Campari's answer is not to rely on one orange flagship alone. Its own materials show a House of Aperitifs that includes Aperol, Campari, Sarti Rosa, Crodino, Mondoro, Cynar and Campari Soda. The fixed-income presentation described Campari as the "creator of the modern spritz," and on the same deck the company highlighted brand innovation across RTD, RTS, tap, and Sarti Rosa expansion. That suggests a deliberate portfolio strategy: defend the hero brand while ensuring the group still wins if consumers drift toward pink spritzes, elderflower profiles, non-alcoholic aperitifs, or more portable formats. 

This is where many brand owners can learn from Campari's posture. Category leadership today does not just mean owning the bestselling SKU. It means owning the migration paths around that SKU. If consumers move from classic orange to floral, from evening to daytime, from bar-made to ready-to-serve, or from alcoholic to non-alcoholic, the company wants that migration to happen inside its own portfolio whenever possible. 

What alcohol brand leaders should do now

The first move is to treat signature serves as systems, not recipes. Campari's response shows that a winning serve has to be protected across execution, retail visibility, and operator economics. For any alcohol brand that depends on a named cocktail, that means auditing the full chain: bartender prep time, menu wording, tap and batch formats, glassware cues, garnish compliance, trade incentives, and the availability of official shortcuts that keep the branded version faster than the knockoff. 

The second move is to separate "awareness" from "authenticity." Many teams assume that if consumers know the hero brand, the market is safe. Campari's Italian certification program suggests the opposite. When a ritual becomes mainstream, awareness can actually widen the substitution window because the occasion is famous enough for cheap stand-ins to piggyback on it. In that environment, authenticated points of sale, partner education, and overt quality signaling become as important as reach. 

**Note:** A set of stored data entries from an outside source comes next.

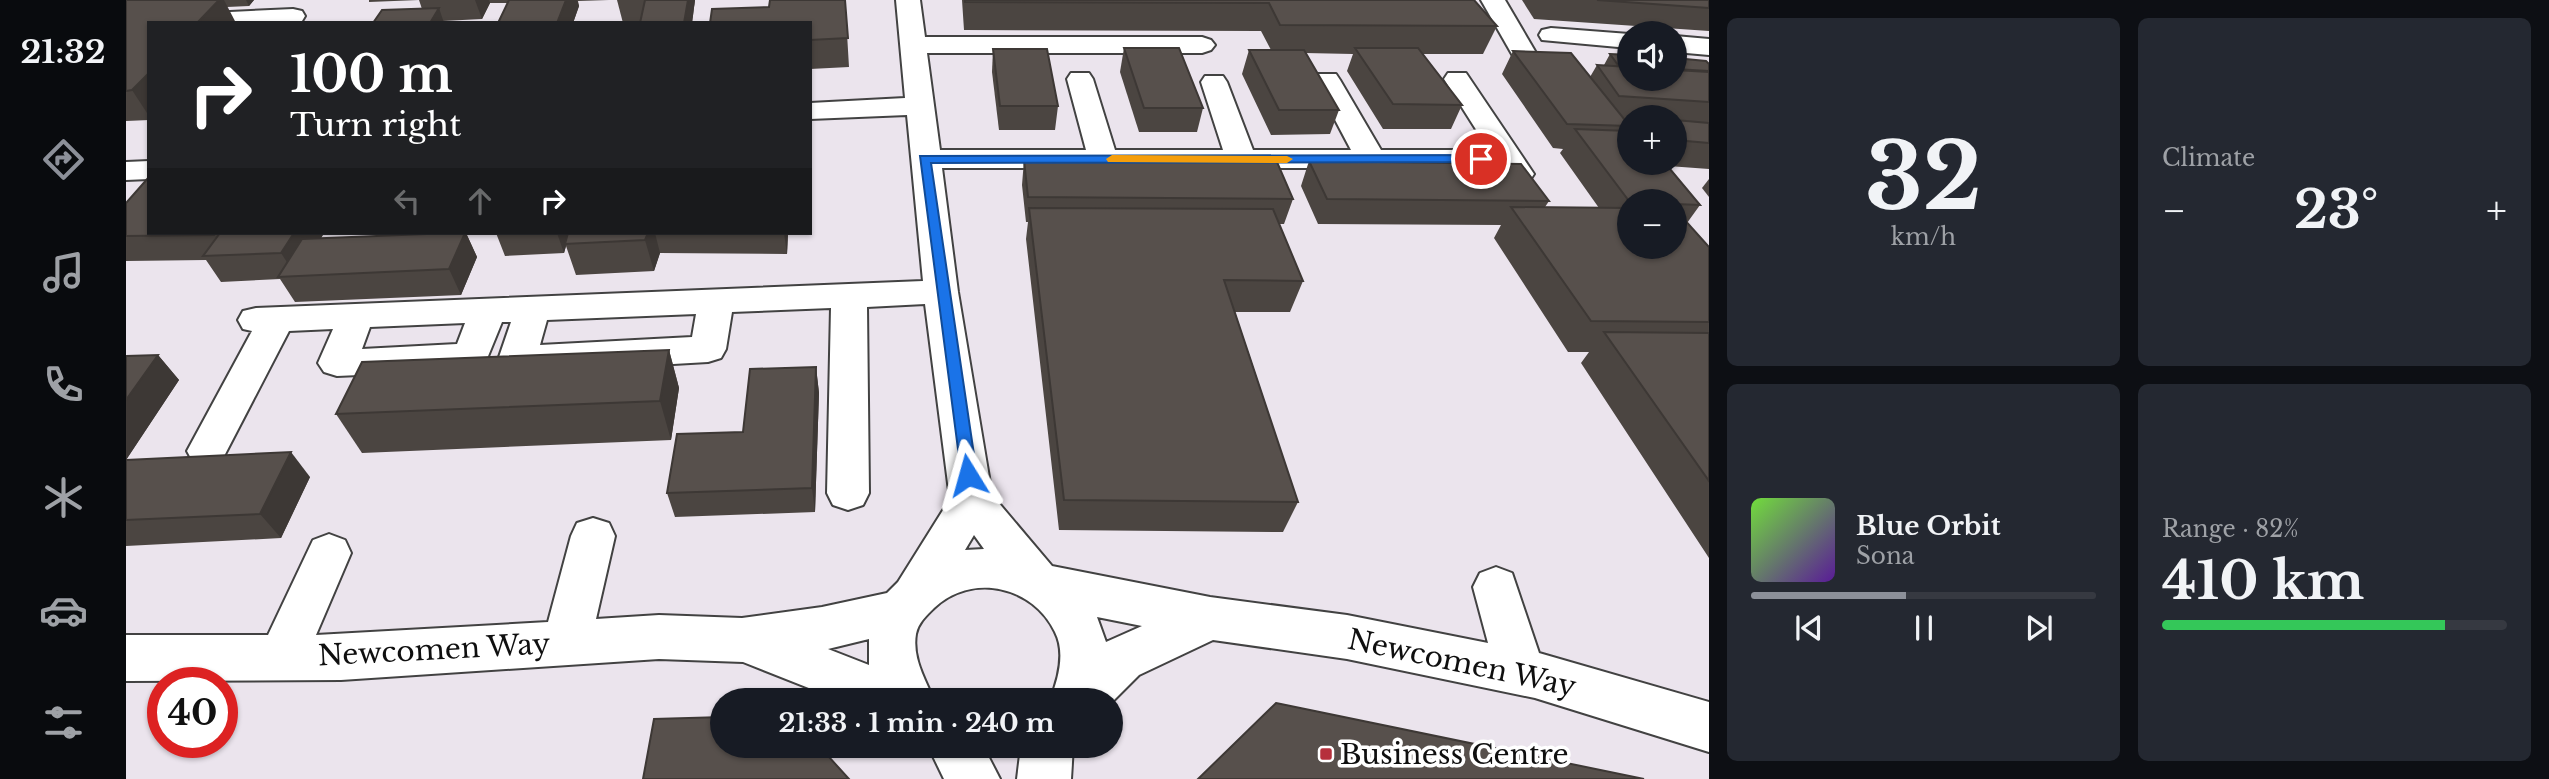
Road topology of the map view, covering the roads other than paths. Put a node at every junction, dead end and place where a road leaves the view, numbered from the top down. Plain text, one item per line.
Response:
1 (908, 0) edge
2 (1493, 0) edge
3 (296, 13) edge
4 (172, 21) edge
5 (147, 23) edge
6 (126, 24) edge
7 (1551, 36) dead end
8 (1617, 40) edge
9 (912, 45) junction
10 (1202, 45) dead end
11 (1687, 45) edge
12 (1709, 47) edge
13 (1526, 58) edge
14 (1080, 79) dead end
15 (1457, 79) dead end
16 (1326, 80) dead end
17 (1214, 82) dead end
18 (812, 106) edge
19 (918, 106) junction
20 (924, 159) junction
21 (1104, 159) junction
22 (1241, 159) junction
23 (1371, 159) junction
24 (1508, 159) junction
25 (126, 171) edge
26 (146, 186) edge
27 (1532, 193) edge
28 (941, 292) junction
29 (849, 296) junction
30 (716, 301) junction
31 (533, 309) junction
32 (488, 311) junction
33 (357, 316) junction
34 (207, 452) dead end
35 (848, 493) dead end
36 (972, 501) junction
37 (593, 536) dead end
38 (329, 553) dead end
39 (1042, 583) junction
40 (1496, 587) dead end
41 (907, 605) junction
42 (1210, 618) junction
43 (742, 639) junction
44 (566, 643) junction
45 (282, 657) junction
46 (126, 658) edge
47 (1520, 672) junction
48 (868, 688) edge
49 (903, 688) edge
50 (1081, 688) edge
51 (1090, 688) edge
52 (1709, 727) edge
53 (961, 758) edge
54 (1046, 758) edge
55 (972, 779) edge
56 (1044, 779) edge

1 - 9 street
2 - 13 street
3 - 4 street
5 - 6 street
7 - 8 street
9 - 10 street
9 - 19 street
11 - 12 street
14 - 21 street
15 - 24 street
16 - 23 street
17 - 22 street
18 - 19 street
19 - 20 street
20 - 21 street
20 - 28 street
21 - 22 street
22 - 23 street
23 - 24 street
24 - 27 street
25 - 26 street
28 - 29 street
28 - 36 street
29 - 30 street
29 - 35 street
30 - 31 street
30 - 31 street
31 - 32 street
32 - 33 street
32 - 33 street
33 - 34 street
36 - 39 street
36 - 41 street
37 - 44 street
38 - 45 street
39 - 41 street, Newcomen Way
39 - 42 street, Newcomen Way
39 - 50 street
40 - 47 street
41 - 43 street, Newcomen Way
41 - 49 street
42 - 47 street, Newcomen Way
42 - 51 street
43 - 44 street, Newcomen Way
43 - 48 street, Newcomen Way
44 - 45 street, Newcomen Way
45 - 46 street, Newcomen Way
47 - 52 street, Newcomen Way
53 - 55 street
54 - 56 street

The third move is to use data and investment to sharpen, not dilute, the moat. Campari entered 2026 still funding growth, still prioritizing Aperol, and still pushing new formats while reporting broad share gains in sell-out. Europe sell-out in Q1 2026 was ahead of the spirits sector overall, and Campari flagged ongoing outperformance across almost all European markets. That combination - higher spend, strong distribution discipline, and operational innovation - is what premium defense looks like when imitation becomes normalized. 

The real lesson for the corner office

The easiest reading of this story is that Campari is fighting counterfeit vibes around Aperol. The more useful reading for CEOs and CMOs is broader: iconic growth brands eventually stop competing only on taste and start competing on ownership of the occasion itself. Reuters' reporting, Campari's financial disclosures, and IWSR's category work all point to the same conclusion - the spritz is no longer a cocktail trend. It is a scalable, lower-ABV, increasingly daytime consumption platform with expanding format and flavor variants. 

In markets like that, the winners are rarely the brands with the best liquid alone. They are the brands that make the branded choice easiest for the trade, clearest for the consumer, and hardest for rivals to imitate at the level of ritual, visibility, and meaning. Campari seems to understand that the defense of Aperol will not be won only in court or only in advertising. It will be won wherever the next spritz is poured, pictured, priced, and remembered.